The very first approach was not only about this attribute. Also
it was about struct space *new_space, uint32_t fk_constraint_count,
struct rlist new_fk_constraint, bool is_new_table_autoinc.

>> This is what I wanted to hear from you.
>>
>> Besides, I have some lowlevel comments on the code.
>>
>> 1) Usually we do not pass structures by value, even such small
>> as struct Token.
> 
> Ok, I see you’ve already fixed this point, so skipped.
> 
>> 2) You've moved struct Token into parse_def.h, but kept its
>> routines in sqlite3Int.h. Please, move them too.
> 
> It’s not that easy. For instance, sqlTokenInit() uses sqlStrlen30(),
> which declaration is placed in sqlInt.h. Ok, we can use common
> strlen(). Next, sqlNameFromToken() uses sqlDbStrNDup() and
> sqlNormalizeName(), which in turn again are declared in sqlInt.h
> We can’t include sqlInt.h, otherwise we will get cyclic dependencies.
> Also I wanted to move sqlJoinType() (it is used only in parse.y and
> involves tokens routine), but it uses struct Parse to set error.
> I guess after replacing saving error message in struct Parse with
> diag_set(), we will be able to move it to parse.y
> 
> So, the only things I’ve really managed to move are
> sqlTokenInit() and array sqlIntTokens[]:

Ok, understand. Thanks.

See 4 comments below.

> 
> diff --git a/src/box/sql/parse.y b/src/box/sql/parse.y
> index 996f55d37..aa16cb874 100644
> --- a/src/box/sql/parse.y
> +++ b/src/box/sql/parse.y
> @@ -178,15 +179,16 @@ ifnotexists(A) ::= IF NOT EXISTS. {A = 1;}
>  
>  create_table_args ::= LP columnlist RP(E). {
>    sqlEndTable(pParse,&E,0);
> +  create_table_def_destroy(&pParse->create_table_def);
>  }
>  create_table_args ::= AS select(S). {
>    sqlEndTable(pParse,0,S);

1. Why do not you destroy table def here?

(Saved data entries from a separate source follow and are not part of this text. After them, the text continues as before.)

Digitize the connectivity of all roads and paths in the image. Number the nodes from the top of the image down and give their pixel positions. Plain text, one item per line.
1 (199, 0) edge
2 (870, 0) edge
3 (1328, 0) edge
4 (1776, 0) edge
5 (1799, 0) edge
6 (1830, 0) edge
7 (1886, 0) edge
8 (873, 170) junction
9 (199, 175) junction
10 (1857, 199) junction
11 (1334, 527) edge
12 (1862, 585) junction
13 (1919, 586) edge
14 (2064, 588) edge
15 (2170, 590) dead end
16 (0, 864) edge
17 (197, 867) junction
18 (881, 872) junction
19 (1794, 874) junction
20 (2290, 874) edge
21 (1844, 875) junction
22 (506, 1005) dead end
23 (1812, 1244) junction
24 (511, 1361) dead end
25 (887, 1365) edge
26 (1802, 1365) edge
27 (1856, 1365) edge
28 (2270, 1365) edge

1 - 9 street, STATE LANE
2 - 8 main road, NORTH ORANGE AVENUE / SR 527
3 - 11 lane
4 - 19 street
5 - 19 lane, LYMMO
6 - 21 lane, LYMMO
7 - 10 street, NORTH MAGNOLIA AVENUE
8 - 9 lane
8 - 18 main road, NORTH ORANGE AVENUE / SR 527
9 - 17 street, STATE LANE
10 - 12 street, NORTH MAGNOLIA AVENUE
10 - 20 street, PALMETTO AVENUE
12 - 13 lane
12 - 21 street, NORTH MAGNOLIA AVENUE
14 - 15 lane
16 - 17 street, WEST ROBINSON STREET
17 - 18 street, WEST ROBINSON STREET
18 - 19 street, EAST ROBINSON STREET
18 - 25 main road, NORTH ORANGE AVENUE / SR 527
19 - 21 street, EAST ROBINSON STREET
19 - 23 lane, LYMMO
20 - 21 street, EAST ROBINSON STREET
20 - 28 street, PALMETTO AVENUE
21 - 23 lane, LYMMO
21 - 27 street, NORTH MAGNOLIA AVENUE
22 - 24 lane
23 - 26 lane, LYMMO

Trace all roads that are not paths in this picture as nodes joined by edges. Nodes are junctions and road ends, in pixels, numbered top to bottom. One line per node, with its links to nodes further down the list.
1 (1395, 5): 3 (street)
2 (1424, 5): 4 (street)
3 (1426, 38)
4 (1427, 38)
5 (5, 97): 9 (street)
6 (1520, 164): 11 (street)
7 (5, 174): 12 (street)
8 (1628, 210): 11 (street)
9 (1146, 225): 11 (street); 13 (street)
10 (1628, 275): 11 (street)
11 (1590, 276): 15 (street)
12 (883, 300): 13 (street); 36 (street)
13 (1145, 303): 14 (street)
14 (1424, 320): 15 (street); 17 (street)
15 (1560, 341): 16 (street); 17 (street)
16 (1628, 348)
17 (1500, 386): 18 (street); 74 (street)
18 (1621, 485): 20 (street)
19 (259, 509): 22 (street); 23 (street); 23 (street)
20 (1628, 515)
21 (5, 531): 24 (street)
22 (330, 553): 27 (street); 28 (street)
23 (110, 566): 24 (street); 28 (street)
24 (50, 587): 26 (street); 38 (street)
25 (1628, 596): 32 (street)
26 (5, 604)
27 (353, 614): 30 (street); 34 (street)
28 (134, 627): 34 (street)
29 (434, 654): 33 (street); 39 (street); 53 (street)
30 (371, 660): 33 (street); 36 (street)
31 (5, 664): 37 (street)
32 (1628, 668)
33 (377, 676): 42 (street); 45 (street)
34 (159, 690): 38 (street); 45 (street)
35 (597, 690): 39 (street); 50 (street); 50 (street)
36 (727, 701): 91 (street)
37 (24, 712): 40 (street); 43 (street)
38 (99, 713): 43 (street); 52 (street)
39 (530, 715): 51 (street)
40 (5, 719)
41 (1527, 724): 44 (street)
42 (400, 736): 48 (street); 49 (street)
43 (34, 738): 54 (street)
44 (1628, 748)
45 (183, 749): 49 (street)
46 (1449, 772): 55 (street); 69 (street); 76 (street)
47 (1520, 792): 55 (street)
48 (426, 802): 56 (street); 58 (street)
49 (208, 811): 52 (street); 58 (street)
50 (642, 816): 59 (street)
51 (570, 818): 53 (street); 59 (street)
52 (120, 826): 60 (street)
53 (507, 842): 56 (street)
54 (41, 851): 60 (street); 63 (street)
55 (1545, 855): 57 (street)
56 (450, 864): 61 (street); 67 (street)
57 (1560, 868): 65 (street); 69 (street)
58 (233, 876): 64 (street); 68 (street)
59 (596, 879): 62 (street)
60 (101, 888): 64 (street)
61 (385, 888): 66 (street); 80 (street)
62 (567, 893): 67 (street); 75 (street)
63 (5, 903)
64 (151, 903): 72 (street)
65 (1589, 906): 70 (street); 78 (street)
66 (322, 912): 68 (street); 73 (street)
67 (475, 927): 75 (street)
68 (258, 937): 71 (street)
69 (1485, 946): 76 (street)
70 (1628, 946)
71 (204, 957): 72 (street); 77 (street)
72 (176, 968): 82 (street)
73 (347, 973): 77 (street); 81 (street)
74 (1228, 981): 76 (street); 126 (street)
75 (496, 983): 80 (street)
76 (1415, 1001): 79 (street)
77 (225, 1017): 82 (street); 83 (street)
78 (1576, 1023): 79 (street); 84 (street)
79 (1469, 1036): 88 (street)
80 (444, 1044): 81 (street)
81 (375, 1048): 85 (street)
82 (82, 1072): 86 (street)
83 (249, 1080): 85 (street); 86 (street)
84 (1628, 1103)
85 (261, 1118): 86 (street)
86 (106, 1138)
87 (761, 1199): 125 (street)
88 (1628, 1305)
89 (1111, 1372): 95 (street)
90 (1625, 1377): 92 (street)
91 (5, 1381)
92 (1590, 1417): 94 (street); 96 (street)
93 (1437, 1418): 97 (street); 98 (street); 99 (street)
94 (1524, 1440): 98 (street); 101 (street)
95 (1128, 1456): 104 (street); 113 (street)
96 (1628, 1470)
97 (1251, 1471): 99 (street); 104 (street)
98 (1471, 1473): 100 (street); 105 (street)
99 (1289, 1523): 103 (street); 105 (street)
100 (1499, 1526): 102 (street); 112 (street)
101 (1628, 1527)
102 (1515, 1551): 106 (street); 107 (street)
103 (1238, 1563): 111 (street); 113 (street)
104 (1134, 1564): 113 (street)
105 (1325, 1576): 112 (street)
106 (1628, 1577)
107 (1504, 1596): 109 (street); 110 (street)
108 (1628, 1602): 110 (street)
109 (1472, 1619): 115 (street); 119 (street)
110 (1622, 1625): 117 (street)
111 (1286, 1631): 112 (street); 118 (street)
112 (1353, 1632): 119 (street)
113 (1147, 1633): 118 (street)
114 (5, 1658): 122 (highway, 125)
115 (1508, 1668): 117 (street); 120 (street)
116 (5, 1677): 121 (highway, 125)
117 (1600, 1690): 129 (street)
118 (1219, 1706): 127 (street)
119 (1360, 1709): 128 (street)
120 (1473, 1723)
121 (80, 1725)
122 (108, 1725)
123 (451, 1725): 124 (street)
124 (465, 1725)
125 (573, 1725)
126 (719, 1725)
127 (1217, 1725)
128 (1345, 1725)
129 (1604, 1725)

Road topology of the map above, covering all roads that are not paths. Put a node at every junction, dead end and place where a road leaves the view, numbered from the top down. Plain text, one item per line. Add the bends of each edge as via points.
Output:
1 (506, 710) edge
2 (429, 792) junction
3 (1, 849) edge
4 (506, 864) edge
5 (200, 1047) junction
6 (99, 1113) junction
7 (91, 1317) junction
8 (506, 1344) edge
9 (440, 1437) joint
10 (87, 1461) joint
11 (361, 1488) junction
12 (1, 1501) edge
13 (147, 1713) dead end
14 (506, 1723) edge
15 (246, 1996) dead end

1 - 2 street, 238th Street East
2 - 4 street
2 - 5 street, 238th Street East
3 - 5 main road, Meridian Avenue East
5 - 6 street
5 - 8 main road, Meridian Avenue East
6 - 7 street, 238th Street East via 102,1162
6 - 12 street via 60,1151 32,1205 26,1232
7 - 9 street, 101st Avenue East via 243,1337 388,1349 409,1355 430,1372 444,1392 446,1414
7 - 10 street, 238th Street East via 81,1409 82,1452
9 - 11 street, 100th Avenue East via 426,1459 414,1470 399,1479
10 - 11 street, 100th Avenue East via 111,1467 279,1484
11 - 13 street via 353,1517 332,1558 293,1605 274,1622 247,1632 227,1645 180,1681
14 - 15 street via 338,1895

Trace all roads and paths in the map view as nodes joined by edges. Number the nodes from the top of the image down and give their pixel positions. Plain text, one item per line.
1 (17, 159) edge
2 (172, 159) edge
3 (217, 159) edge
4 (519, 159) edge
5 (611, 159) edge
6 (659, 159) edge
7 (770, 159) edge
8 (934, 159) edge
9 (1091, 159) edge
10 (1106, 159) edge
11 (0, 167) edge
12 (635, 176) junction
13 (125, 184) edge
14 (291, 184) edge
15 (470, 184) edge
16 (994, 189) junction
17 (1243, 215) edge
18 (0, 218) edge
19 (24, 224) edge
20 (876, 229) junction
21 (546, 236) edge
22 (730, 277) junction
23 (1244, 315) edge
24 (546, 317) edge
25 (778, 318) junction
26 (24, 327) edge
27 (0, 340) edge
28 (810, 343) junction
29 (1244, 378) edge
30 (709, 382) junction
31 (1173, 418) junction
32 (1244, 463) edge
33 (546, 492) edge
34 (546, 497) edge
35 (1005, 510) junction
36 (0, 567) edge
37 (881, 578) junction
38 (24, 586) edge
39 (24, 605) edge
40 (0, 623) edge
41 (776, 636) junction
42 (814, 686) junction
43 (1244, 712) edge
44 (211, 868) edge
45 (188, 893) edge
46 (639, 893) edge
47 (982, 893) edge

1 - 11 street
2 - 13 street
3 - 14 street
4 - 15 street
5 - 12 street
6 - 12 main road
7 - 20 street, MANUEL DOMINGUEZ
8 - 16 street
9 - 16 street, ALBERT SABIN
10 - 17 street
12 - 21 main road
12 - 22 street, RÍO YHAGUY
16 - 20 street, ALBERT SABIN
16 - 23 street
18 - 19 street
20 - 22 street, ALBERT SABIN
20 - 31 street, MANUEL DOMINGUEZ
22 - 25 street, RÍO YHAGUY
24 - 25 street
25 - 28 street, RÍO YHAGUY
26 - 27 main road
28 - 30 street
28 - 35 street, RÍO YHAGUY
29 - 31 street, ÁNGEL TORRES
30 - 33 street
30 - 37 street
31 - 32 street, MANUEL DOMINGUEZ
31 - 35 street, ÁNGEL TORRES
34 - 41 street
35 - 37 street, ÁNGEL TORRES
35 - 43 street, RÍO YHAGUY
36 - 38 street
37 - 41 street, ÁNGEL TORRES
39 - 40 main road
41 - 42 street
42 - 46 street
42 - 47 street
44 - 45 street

>    sql_select_delete(pParse->db, S);
>  }
> -columnlist ::= columnlist COMMA tconsdef.
> +columnlist ::= columnlist COMMA tcons.
>  columnlist ::= columnlist COMMA columnname carglist.
>  columnlist ::= columnname carglist.
> -columnlist ::= tconsdef.
> +columnlist ::= tcons.
>  columnname(A) ::= nm(A) typedef(Y). {sqlAddColumn(pParse,&A,&Y);}
>  
>  // An IDENTIFIER can be a generic identifier, or one of several
2. As I understand, now table def leaks if parser stops after sqlStartTable
but before sqlEndTable.

3. sql_create_index comment still refers to parse->new_space.

4. Please, write a comment above struct create_table_def create_table_def in
struct Parse why it is not in the union.